Real estate developer Donald J. Trump displays an artist's concept of "Television City," which would be on the far west side of Manhattan, in November 1985. (Marty Lederhandler/AP)

Donald Trump has always looked askance at people whose decisions derive from ideology. He likes to take his stands in the moment, from the gut, even if that means changing his party affiliation seven times in 13 years.

But there’s one issue on which the president has been rock-solid consistent for four decades: his fiery demands that the United States punish countries that take advantage of American workers.

Despite pleas, lessons and arguments from corporate executives, politicians and economists who say trade wars are destructive to American interests, Trump has stood his ground. Starting in the 1980s, he saw the trade issue as a way to build a national reputation as more than a playboy millionaire developer — and a way to connect with struggling American workers despite his life in a gilded Fifth Avenue tower.

The issue spoke to him personally: Driven since childhood by his resentment that others didn’t respect him or take him seriously, he believed his country was similarly being taken advantage of. The idea that Japan, Germany, or in later years, China were boosting their own economies by selling goods in the United States, even as fewer products made the return trip, incensed Trump, according to people who worked closely with him. His country, he believed, was being laughed at and abused.
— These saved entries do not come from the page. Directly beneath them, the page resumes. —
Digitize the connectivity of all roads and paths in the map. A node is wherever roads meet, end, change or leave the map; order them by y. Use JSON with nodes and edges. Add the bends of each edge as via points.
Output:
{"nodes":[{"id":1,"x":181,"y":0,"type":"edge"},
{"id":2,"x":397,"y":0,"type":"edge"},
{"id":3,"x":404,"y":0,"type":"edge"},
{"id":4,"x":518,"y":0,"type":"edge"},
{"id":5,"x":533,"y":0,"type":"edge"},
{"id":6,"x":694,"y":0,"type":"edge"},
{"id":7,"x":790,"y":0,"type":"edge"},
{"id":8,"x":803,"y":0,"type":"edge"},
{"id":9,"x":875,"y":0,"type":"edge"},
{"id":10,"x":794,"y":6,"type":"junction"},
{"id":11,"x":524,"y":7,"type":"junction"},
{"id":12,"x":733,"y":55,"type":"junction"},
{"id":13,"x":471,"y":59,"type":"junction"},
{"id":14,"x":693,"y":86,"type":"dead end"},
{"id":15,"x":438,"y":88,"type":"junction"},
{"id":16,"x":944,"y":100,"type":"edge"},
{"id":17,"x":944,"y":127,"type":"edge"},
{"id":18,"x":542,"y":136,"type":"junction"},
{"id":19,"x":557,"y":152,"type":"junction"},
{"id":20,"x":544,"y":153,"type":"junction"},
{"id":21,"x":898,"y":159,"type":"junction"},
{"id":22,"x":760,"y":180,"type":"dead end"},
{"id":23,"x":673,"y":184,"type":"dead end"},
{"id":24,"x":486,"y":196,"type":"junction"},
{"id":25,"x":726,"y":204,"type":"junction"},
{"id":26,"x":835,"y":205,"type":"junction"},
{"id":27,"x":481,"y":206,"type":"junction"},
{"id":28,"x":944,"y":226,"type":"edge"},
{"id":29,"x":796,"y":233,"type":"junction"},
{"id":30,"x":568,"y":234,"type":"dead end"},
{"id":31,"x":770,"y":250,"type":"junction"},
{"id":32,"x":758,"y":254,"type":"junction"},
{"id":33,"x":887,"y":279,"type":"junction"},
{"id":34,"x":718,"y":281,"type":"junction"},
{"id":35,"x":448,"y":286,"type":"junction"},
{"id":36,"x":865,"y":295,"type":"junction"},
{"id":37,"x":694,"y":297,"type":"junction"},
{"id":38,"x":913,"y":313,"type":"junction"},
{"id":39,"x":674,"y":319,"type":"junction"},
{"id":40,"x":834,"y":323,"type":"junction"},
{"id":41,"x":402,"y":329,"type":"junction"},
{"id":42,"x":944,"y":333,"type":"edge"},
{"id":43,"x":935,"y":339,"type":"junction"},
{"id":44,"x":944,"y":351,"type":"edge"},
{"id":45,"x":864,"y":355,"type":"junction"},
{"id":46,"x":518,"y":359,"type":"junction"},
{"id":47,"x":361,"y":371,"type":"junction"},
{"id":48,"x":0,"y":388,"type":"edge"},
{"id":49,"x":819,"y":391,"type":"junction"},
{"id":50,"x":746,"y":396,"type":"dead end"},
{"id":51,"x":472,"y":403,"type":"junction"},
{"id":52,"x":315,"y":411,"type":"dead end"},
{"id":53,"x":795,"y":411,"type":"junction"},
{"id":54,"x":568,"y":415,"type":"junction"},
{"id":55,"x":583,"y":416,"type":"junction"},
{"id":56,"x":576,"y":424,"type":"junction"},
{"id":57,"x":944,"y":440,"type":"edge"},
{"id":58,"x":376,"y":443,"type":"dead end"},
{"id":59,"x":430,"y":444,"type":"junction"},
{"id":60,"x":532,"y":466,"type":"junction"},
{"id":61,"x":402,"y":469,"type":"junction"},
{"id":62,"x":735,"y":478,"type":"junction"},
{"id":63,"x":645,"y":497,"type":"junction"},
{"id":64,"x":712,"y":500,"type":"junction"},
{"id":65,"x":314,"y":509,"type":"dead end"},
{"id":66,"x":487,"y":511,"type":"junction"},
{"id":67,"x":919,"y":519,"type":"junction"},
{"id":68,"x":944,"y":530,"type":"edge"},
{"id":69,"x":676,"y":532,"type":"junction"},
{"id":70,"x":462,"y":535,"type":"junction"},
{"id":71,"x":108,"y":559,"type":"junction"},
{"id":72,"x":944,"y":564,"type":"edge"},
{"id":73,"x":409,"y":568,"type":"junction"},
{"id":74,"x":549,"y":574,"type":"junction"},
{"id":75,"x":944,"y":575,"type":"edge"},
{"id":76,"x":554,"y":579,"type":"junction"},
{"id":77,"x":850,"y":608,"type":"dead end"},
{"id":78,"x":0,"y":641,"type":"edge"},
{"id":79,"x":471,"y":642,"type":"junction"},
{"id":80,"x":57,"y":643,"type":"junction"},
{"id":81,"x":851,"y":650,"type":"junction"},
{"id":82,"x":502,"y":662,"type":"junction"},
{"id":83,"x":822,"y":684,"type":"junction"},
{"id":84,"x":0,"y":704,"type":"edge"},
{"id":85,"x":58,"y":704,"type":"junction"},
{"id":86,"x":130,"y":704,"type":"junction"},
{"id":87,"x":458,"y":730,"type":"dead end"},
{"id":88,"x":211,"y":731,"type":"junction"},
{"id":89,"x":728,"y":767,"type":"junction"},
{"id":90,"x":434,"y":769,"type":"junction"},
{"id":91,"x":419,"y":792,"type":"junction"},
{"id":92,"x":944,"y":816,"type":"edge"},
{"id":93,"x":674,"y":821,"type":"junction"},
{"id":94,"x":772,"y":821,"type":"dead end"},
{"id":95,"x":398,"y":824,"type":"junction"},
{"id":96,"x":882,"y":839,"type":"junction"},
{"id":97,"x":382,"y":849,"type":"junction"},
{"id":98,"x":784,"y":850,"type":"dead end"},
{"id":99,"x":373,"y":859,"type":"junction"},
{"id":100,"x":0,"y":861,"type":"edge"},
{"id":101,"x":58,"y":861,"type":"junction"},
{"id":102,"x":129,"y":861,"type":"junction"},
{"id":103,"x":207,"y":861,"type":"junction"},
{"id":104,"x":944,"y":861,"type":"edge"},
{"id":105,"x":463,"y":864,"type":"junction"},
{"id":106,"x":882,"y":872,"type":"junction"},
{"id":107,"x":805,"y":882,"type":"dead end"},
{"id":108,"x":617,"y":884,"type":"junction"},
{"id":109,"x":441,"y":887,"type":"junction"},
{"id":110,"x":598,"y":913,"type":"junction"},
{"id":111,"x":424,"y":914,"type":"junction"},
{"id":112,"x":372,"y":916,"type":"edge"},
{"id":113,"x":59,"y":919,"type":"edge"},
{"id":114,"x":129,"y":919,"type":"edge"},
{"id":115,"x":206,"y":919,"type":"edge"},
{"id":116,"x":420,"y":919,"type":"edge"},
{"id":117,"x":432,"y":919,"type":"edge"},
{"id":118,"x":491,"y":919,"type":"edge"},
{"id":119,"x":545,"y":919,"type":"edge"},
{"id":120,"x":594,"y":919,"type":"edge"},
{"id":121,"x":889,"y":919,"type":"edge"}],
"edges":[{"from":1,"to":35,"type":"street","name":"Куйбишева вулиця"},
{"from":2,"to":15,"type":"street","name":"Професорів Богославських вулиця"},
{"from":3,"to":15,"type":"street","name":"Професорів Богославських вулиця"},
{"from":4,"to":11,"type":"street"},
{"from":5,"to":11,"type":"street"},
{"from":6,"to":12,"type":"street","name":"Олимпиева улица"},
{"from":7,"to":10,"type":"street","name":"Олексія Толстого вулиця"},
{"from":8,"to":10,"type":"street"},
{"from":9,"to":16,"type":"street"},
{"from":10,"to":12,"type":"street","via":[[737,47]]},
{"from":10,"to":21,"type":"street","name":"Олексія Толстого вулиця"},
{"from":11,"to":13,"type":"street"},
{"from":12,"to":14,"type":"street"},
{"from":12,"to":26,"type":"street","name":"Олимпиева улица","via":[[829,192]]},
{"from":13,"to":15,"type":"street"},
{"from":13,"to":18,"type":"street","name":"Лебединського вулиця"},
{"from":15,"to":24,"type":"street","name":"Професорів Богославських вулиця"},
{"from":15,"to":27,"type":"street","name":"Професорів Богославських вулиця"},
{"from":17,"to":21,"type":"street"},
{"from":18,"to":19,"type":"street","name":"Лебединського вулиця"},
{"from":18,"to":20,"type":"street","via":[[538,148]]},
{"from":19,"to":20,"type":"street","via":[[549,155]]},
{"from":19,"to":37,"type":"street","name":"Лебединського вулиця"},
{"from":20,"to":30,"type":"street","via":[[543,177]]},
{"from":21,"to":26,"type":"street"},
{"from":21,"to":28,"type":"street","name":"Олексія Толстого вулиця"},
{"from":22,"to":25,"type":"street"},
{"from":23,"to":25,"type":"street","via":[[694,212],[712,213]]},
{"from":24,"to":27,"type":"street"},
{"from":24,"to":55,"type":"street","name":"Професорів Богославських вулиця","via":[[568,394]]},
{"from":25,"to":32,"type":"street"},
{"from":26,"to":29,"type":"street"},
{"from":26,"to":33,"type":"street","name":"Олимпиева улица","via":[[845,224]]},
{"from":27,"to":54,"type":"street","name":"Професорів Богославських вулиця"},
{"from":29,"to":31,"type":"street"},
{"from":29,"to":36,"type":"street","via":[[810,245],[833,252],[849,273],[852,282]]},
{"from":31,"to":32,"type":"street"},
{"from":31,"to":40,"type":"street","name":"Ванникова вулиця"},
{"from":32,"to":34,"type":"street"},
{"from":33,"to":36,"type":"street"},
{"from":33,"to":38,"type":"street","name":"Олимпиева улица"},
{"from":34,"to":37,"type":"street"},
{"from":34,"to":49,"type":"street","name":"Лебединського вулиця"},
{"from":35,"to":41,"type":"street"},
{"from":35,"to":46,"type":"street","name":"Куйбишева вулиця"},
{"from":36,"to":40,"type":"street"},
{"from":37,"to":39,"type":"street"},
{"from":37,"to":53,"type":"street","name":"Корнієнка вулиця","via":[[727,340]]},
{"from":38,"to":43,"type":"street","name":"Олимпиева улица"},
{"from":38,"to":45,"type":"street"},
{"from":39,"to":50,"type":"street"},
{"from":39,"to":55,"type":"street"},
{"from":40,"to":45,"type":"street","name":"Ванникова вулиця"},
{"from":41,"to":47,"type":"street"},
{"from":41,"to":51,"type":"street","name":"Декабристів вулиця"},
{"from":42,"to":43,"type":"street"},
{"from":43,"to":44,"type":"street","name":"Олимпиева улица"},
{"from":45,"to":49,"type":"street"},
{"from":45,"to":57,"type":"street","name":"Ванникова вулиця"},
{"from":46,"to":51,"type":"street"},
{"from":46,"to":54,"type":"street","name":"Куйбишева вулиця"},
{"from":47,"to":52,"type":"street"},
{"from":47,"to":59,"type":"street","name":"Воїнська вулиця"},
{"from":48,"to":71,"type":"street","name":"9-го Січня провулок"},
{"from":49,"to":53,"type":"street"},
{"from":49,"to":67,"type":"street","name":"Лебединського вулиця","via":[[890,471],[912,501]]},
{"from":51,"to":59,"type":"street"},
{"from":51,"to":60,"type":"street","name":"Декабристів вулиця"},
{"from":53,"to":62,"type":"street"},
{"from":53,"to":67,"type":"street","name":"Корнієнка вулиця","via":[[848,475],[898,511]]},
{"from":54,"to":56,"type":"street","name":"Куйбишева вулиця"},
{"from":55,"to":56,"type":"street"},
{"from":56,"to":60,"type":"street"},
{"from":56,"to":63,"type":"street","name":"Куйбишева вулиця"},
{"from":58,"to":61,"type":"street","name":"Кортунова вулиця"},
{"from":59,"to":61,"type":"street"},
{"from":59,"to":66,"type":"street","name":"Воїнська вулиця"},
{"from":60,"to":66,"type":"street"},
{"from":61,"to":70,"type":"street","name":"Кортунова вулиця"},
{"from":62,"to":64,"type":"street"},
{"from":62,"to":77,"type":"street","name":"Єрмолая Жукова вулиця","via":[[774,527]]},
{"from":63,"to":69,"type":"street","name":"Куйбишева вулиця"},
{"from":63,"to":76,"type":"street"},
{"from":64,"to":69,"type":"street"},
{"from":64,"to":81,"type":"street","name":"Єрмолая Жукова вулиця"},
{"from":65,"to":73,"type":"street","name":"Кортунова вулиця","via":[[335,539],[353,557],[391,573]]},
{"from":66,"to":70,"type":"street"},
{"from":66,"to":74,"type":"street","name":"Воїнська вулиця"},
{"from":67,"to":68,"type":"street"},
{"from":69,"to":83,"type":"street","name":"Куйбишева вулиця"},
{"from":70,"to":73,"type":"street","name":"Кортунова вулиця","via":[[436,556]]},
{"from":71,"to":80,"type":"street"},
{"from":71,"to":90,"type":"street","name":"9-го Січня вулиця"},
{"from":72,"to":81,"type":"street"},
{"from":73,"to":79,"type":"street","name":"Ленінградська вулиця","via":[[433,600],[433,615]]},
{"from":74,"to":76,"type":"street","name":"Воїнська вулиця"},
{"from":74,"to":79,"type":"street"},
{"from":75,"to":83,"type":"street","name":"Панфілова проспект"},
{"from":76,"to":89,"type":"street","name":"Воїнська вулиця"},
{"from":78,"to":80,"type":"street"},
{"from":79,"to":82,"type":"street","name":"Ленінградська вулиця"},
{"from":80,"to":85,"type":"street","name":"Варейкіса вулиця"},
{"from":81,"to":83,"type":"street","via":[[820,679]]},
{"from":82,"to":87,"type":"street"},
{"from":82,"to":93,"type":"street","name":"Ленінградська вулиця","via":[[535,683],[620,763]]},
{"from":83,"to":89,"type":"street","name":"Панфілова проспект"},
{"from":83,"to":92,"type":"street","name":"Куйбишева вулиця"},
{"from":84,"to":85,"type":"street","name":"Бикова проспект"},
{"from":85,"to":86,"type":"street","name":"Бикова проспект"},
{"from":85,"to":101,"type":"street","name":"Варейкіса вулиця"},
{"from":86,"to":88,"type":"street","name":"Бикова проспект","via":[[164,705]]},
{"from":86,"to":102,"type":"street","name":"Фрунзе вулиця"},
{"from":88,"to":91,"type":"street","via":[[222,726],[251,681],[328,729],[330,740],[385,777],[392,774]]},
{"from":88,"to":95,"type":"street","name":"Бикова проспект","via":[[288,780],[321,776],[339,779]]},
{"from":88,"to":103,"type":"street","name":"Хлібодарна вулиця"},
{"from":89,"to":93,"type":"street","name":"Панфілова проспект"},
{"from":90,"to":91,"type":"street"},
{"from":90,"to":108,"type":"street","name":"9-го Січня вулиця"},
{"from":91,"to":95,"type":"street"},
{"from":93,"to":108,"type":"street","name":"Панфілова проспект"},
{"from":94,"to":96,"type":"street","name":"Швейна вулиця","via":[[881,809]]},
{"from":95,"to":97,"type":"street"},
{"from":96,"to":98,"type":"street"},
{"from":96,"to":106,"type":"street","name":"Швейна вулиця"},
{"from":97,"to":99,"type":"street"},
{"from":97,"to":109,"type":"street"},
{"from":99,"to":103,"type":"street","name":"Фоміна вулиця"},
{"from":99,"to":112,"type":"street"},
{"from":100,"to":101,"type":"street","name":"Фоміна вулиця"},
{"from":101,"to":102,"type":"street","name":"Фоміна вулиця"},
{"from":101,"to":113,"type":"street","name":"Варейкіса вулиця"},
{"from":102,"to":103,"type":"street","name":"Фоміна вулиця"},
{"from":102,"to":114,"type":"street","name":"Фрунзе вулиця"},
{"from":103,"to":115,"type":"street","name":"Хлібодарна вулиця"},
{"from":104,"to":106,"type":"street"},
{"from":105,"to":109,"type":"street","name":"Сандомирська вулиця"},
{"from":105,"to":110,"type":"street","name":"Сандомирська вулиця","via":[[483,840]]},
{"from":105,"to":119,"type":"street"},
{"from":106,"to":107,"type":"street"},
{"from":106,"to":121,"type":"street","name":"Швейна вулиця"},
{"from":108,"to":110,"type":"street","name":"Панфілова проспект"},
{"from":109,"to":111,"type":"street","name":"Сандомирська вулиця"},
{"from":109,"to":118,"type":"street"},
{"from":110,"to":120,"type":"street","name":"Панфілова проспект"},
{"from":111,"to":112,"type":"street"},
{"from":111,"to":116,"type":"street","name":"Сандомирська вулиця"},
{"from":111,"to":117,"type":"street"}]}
Worst of all, America was losing.

“People think he just came to this issue last year, but he came to it on his own, decades ago, seeing what was going on in the ’70s and ’80s with job losses and manufacturing in decline,” said Dan DiMicco, the former chief executive of Nucor, an American steel company, who advised Trump on trade during the 2016 campaign. “He was a very proud American, and he saw, in his business and around the country, that this trade situation was hurting our workers.”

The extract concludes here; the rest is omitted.